▸ TASK ITEM:
Each line in the entries that has the word "RISE" has to be copied.

====== SUPPLIED ENTRIES

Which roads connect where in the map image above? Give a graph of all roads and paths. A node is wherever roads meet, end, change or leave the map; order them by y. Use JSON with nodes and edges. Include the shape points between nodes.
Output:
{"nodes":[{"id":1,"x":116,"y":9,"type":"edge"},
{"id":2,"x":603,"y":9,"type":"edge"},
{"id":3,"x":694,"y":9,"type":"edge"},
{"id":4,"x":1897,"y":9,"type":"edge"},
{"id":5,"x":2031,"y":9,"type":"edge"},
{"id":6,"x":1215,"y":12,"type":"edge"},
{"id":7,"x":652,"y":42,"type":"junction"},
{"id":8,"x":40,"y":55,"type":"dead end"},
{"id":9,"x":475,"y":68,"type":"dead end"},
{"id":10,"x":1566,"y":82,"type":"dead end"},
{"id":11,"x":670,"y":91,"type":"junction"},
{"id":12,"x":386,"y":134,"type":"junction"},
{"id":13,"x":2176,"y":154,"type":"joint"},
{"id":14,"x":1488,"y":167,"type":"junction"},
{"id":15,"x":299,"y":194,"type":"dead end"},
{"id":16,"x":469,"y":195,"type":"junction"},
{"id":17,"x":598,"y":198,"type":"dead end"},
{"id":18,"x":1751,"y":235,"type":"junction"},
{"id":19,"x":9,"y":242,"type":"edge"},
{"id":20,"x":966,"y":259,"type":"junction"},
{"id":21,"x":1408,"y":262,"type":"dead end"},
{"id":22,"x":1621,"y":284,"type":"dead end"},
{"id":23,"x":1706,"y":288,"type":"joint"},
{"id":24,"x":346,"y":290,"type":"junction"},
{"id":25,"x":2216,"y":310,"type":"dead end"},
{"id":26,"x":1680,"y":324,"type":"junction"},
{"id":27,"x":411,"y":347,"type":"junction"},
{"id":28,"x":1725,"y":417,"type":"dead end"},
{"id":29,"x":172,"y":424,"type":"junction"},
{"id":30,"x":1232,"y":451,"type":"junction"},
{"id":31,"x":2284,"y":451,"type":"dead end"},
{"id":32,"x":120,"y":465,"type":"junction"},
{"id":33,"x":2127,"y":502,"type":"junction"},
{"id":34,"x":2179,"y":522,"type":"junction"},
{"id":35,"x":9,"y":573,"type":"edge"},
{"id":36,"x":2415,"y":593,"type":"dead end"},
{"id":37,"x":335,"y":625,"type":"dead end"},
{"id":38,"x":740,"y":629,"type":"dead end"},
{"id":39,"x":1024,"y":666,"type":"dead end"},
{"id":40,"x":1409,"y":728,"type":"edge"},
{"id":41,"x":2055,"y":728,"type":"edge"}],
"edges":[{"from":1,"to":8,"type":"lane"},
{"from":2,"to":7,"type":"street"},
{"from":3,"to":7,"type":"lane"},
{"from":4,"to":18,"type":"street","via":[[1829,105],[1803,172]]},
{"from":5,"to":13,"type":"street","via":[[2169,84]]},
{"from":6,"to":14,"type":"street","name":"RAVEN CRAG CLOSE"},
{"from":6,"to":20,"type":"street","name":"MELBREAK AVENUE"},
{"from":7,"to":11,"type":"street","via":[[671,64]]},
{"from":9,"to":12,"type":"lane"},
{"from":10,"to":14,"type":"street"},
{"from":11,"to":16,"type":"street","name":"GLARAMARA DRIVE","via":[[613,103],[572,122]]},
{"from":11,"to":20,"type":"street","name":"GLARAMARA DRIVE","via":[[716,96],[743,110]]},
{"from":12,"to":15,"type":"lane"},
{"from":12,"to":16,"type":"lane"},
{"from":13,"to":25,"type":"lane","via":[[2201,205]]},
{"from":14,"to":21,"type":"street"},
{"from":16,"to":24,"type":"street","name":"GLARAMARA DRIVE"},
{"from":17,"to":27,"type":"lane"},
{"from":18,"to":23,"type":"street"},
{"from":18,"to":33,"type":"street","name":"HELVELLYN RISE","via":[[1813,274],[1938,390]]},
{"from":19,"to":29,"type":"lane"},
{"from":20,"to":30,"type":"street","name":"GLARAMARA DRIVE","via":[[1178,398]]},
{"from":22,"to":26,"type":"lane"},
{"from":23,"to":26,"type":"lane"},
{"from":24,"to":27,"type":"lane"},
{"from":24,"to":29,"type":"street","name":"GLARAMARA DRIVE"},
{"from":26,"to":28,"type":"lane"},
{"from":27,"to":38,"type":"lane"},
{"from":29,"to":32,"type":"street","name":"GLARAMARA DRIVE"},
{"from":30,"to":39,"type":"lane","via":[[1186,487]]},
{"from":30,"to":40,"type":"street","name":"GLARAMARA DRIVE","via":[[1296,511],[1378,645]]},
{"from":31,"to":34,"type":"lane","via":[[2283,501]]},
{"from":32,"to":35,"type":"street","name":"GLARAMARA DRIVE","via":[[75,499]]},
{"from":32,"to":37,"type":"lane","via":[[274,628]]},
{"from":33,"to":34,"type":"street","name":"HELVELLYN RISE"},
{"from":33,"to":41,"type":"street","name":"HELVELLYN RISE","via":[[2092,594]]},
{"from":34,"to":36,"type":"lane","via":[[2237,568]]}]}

============

▸ TASK RESULT:
{"from":18,"to":33,"type":"street","name":"HELVELLYN RISE","via":[[1813,274],[1938,390]]},
{"from":33,"to":34,"type":"street","name":"HELVELLYN RISE"},
{"from":33,"to":41,"type":"street","name":"HELVELLYN RISE","via":[[2092,594]]},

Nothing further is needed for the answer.